MIRANDA SÁ (Email: mirandasa@uol.com.br)

A esquisitice das traduções que a gente encontra quando vai ao dicionário, nos obriga a pensar o que o estrangeiro alcança no português falado no Brasil, que o professor Borto neologiza como “brasilês” e Noel Rosa canta: “o samba não tem tradução no idioma francês.

Do inglês temos “Naked” que vai do nu ao desprotegido; o nosso calote, no francês, é “Pouf”; o que os espano-falantes tratam “broma” como gozação, gracejo, piada, o nosso coloquial vê como estúpido, grosseiro; e, vinda do quimbundo, “bunda”, nádegas, nos chega como “bumbum” e “bunda mole” se refere a um conversador…

Tivemos discutindo outro dia sobre o francesismo “débroullard”, que chegou ao dicionário da Academia Francesa após acaloradas discussões, designando alguém com a capacidade de escapar de complicações.

Lembrei-me de leitura antiga, uma crônica do escritor ítalo-argentino Pitigrilli que deu a “débroullard” o significado de “inteligência prática”; e, no seu texto, conta uma anedota clerical que vale a pena publicar:

“Reunidos à noite num convento, antes de se recolher, um beneditino, um capuchinho, um dominicano e um jesuíta conversavam e foram surpreendidos por um apagão elétrico; então o capuchinho falou que não precisavam de luz para manterem a conversação.

“O beneditino concordou, e propôs que lembrassem Deus na Criação, quando falou: ‘Faça-se a luz”; a proposta levou o dominicano a declinar sobre a origem divina das causas e a materialidade das consequências.

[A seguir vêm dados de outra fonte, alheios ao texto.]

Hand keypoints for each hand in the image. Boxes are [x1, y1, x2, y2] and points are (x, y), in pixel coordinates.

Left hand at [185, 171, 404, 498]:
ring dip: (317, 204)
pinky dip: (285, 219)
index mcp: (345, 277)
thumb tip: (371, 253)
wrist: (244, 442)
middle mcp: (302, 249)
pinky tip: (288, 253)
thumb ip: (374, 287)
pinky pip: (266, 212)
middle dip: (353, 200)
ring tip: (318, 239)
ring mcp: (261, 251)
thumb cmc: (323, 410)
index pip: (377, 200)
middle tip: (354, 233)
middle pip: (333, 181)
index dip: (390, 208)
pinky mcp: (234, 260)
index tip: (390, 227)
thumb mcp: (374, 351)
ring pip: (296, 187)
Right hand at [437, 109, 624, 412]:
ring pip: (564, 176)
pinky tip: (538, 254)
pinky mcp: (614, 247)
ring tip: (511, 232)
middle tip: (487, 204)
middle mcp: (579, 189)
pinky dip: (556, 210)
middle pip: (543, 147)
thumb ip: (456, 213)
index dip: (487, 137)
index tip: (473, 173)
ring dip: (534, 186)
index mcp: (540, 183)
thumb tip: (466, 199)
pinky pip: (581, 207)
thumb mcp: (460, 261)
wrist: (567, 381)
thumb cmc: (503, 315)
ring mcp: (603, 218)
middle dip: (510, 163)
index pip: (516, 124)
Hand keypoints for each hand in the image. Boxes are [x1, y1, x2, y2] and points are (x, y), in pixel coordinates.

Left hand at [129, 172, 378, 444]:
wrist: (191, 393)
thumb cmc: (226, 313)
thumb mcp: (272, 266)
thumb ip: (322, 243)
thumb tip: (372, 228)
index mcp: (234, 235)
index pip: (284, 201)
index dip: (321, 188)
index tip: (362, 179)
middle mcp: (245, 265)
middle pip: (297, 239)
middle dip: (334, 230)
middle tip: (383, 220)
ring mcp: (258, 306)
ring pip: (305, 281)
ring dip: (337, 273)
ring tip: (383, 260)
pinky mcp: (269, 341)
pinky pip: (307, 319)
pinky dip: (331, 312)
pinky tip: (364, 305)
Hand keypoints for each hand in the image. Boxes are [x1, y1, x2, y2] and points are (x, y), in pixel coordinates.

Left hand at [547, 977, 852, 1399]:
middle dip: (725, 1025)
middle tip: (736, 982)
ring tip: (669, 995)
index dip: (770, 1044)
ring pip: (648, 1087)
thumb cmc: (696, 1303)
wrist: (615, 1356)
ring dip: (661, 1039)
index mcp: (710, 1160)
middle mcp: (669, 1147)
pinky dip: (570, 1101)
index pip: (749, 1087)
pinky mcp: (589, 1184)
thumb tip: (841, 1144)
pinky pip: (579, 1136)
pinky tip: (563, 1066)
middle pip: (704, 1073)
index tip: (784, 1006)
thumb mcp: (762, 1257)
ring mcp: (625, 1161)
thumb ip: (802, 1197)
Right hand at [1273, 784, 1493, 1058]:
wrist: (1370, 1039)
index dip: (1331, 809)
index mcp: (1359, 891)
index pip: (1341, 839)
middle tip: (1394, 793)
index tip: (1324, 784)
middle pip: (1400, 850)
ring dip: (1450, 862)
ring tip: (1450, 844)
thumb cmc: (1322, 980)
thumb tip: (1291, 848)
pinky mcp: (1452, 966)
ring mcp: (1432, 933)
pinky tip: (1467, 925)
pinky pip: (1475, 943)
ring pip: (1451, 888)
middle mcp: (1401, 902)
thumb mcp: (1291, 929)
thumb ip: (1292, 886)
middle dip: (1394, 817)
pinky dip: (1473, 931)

O jesuíta estava ausente; e, de repente, antes de concluído o assunto, a luz se acendeu e o discípulo de Santo Inácio de Loyola voltou: fora à caixa de luz mudar os fusíveis. Era um ‘débroullard’”.

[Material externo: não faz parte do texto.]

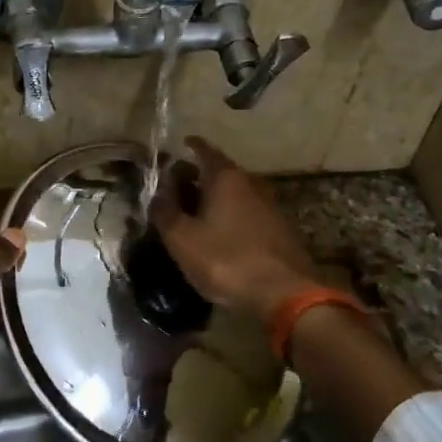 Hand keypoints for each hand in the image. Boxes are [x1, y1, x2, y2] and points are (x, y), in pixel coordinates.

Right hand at [149, 137, 319, 320]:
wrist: (284, 294)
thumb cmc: (225, 259)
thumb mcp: (181, 238)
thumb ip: (165, 211)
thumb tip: (157, 192)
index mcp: (225, 177)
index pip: (204, 150)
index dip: (188, 147)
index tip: (177, 148)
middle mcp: (250, 183)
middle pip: (220, 171)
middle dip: (197, 176)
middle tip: (176, 188)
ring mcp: (269, 205)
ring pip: (235, 193)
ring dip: (214, 199)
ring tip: (194, 213)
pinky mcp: (280, 229)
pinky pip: (247, 212)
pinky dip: (230, 216)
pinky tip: (220, 234) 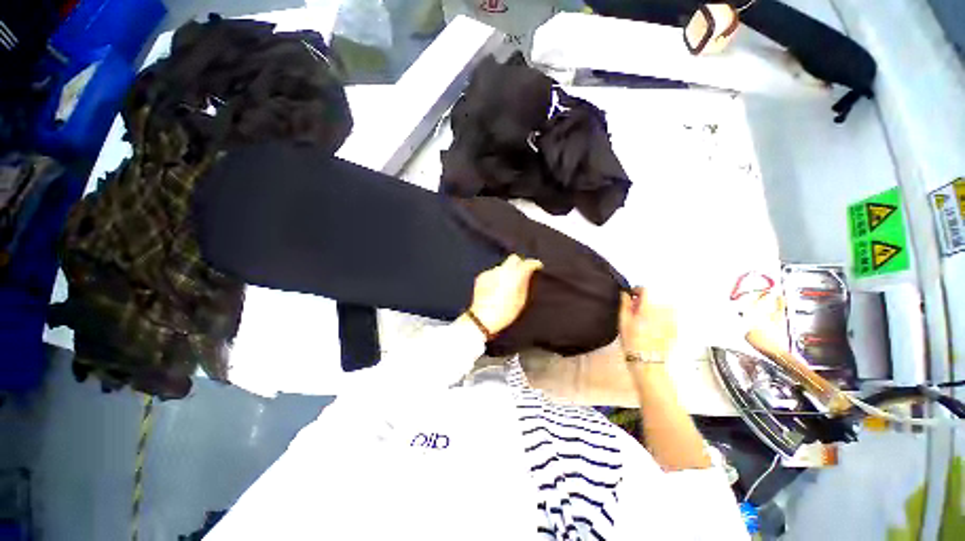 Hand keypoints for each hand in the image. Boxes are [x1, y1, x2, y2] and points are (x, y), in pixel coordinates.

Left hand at [467, 254, 543, 335]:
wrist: (482, 319)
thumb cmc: (504, 313)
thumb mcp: (520, 300)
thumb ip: (525, 283)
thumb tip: (528, 273)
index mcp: (513, 276)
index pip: (526, 263)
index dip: (533, 264)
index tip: (537, 266)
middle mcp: (501, 270)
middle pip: (513, 259)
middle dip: (520, 263)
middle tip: (523, 273)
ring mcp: (490, 272)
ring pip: (503, 266)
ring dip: (508, 271)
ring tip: (508, 284)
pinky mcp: (481, 276)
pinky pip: (493, 272)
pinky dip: (497, 277)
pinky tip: (497, 288)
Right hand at [619, 287, 677, 360]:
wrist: (647, 363)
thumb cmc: (633, 342)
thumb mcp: (623, 322)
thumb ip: (625, 304)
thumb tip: (626, 293)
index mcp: (649, 308)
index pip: (645, 290)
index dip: (636, 291)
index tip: (631, 297)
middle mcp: (663, 311)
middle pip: (653, 299)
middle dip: (644, 303)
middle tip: (634, 313)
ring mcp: (671, 320)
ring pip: (661, 307)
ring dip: (652, 310)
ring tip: (644, 321)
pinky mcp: (675, 328)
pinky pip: (667, 317)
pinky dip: (660, 318)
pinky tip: (652, 328) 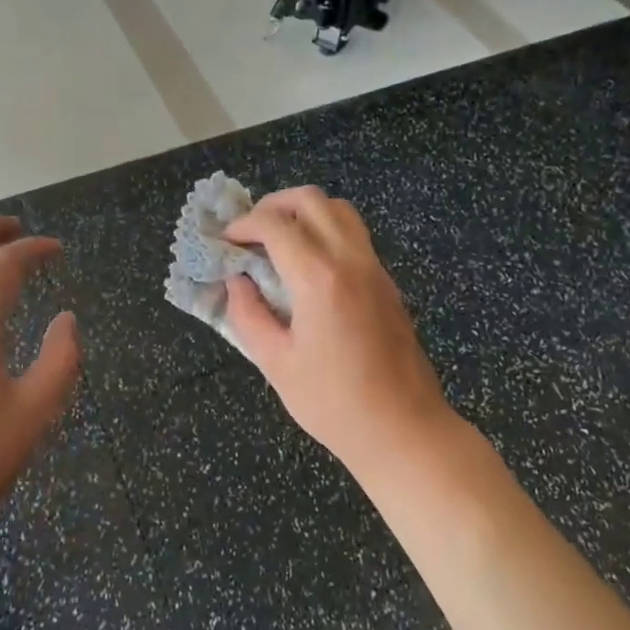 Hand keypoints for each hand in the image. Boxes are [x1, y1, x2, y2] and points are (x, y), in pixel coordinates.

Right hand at [224, 187, 454, 475]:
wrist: (404, 429)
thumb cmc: (334, 403)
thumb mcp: (276, 364)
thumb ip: (248, 315)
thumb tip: (237, 282)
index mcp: (319, 278)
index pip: (275, 225)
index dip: (244, 225)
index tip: (226, 242)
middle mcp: (350, 260)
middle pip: (311, 200)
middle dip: (273, 205)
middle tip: (251, 232)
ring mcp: (374, 268)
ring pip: (339, 210)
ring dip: (304, 212)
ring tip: (279, 241)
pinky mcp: (386, 281)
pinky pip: (354, 234)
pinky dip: (326, 230)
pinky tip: (308, 265) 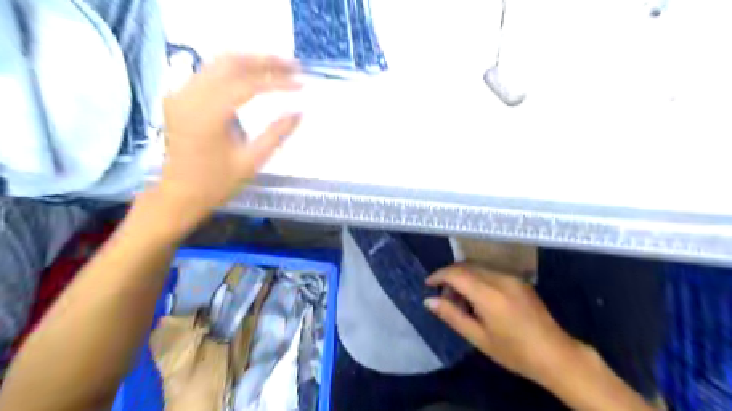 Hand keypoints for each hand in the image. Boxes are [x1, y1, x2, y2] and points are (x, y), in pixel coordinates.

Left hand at [153, 55, 301, 232]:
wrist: (178, 194)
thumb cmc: (216, 184)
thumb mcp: (252, 162)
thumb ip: (277, 134)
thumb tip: (300, 112)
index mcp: (208, 115)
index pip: (248, 85)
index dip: (278, 81)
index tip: (301, 84)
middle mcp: (189, 96)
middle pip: (230, 62)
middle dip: (265, 60)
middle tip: (293, 66)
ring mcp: (180, 93)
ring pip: (218, 62)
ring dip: (251, 61)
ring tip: (278, 67)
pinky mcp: (179, 96)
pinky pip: (209, 72)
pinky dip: (235, 69)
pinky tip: (253, 75)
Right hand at [423, 263, 584, 385]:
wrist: (556, 355)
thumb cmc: (514, 352)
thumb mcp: (478, 338)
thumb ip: (452, 316)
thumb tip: (429, 301)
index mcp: (488, 294)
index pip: (456, 273)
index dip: (438, 275)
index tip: (428, 285)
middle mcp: (500, 278)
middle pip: (466, 266)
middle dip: (450, 276)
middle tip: (444, 298)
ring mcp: (512, 277)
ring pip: (477, 267)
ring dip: (463, 277)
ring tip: (461, 301)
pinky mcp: (519, 280)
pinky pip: (490, 271)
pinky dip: (477, 279)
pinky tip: (478, 299)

Embora eu tenha colocado aspas na historieta, não a reproduzi ipsis litteris; escrevi-a de memória, e de memória lembrei-me que temos ocupando o trono de São Pedro no Vaticano um jesuíta, o papa Francisco.

Considero-o corajoso nas suas iniciativas com a ousadia de enfrentar as dificuldades burocráticas da Igreja Católica Apostólica Romana e abrindo a janela para arejá-la para fortalece-la, arrebanhando os cristãos arredios.

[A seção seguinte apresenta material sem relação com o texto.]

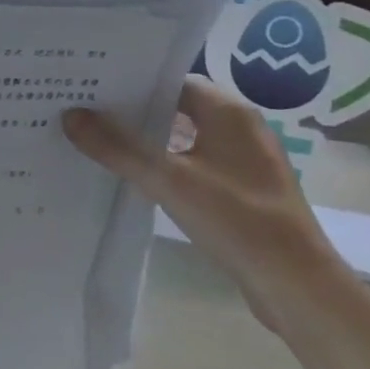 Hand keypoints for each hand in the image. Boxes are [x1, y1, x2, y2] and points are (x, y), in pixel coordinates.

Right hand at [62, 78, 352, 333]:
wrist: (298, 287)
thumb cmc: (237, 219)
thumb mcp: (169, 180)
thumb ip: (118, 147)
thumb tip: (71, 115)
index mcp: (229, 112)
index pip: (171, 81)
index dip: (132, 83)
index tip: (91, 87)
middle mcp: (239, 129)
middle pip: (176, 109)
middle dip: (133, 113)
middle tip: (84, 112)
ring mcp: (244, 163)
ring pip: (184, 140)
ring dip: (148, 143)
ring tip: (99, 144)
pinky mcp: (243, 193)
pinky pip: (195, 168)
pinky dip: (166, 169)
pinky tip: (135, 181) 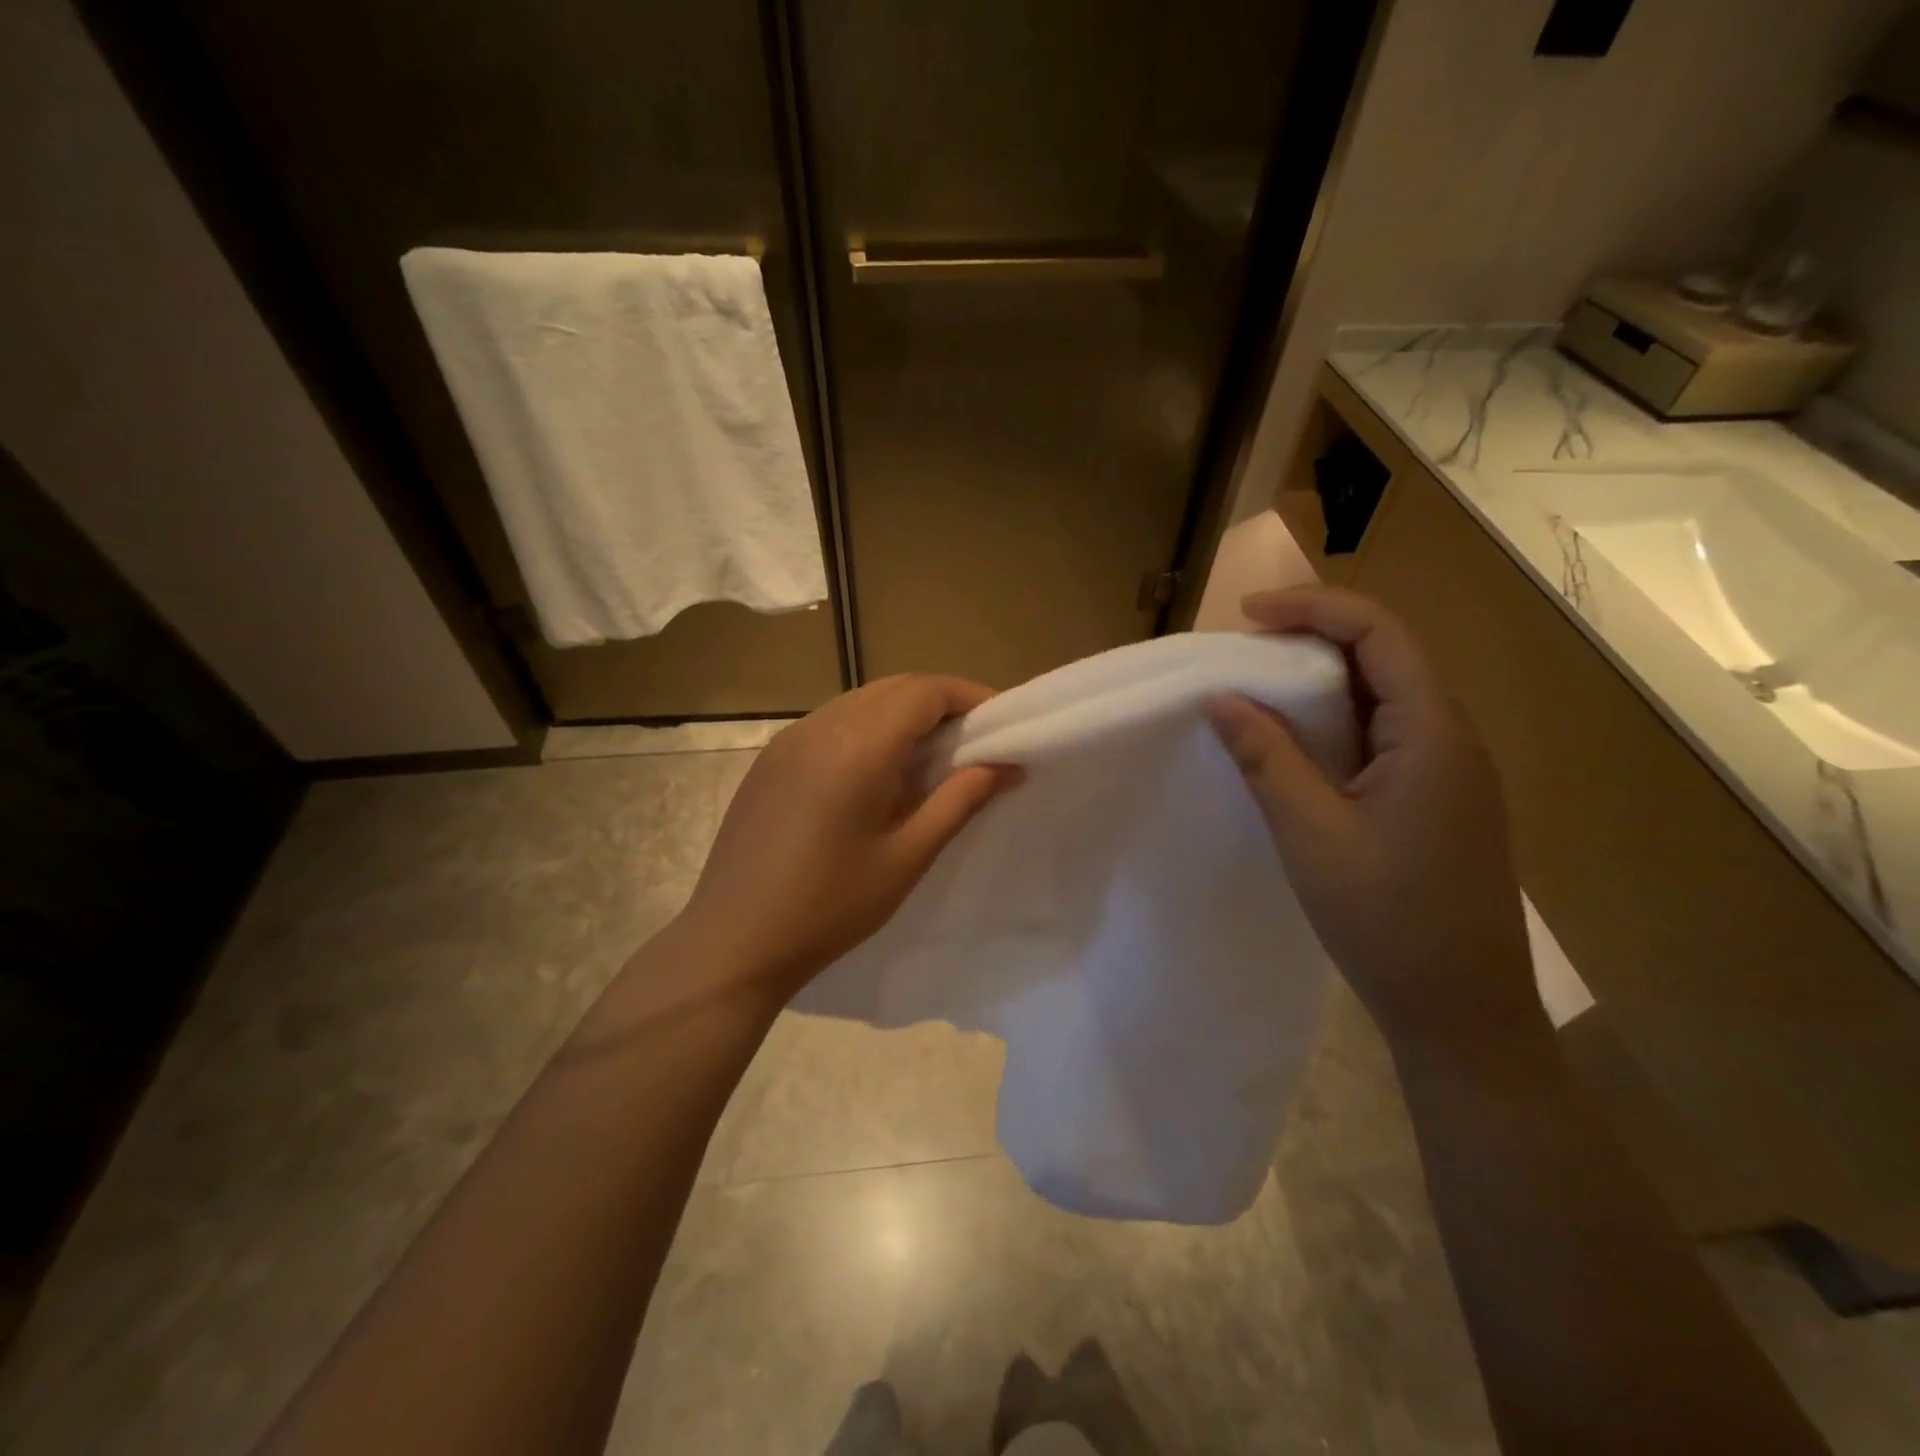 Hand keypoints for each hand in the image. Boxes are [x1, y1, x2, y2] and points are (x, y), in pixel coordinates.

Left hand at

Ele não vê mudanças apenas pela modernização administrativa dos conventos e das irmandades; faz uma reciclagem teológica do cristianismo, contra o machismo dominante, o moralismo hipócrita, a imposição da castidade, a renúncia ao casamento peço sacerdócio e a negação das mulheres em exercer o sacerdócio.

Suas orientações voltadas para atender os crentes que estão deixando as igrejas vazias são lições práticas para um clero conservador que olha pelo retrovisor conceitos ultrapassados.

Embora agnóstico e a-religioso, considero que o papa Francisco traz um sentido humano para a controversa e questionável ordem mística mantida num tempo em que o homem pisa em solo lunar, a astronomia busca vida no cosmos e as pessoas necessitam livrar-se de preconceitos para readquirir a fé em Deus.

Que seja um deus diferente da imagem e semelhança do homem, tipo greco-romano, de barbas e olhos tristes e precisando ser adorado continuamente.

O sábio Einstein, após afirmar que “a ciência sem a religião é manca, a religião sem a ciência é cega”, considera deus como a “Alma do Universo” como Spinoza defendia, “uma energia imaterial que subtrai ilusões e superstições”.

Seria ateísmo pensar assim? ou, ao contrário, será encontrar as partículas divinas universais em tudo, nos seres viventes e na matéria inanimada?

Aldous Huxley disse que “o medo da morte, e do que vem depois da morte, que leva os homens a voltar-se para a religião, à medida que os anos se acumulam”. Conheço muitos casos assim.

Então, estejam à vontade; mas que reflitam com o ecumenismo defendido pelo papa Francisco, aproximando-se ao que Buda ensinou: “As religiões são caminhos diferentes convergindo para o mesmo ponto. Que importância faz se seguimos por caminhos diferentes, desde que alcancemos o mesmo objetivo?”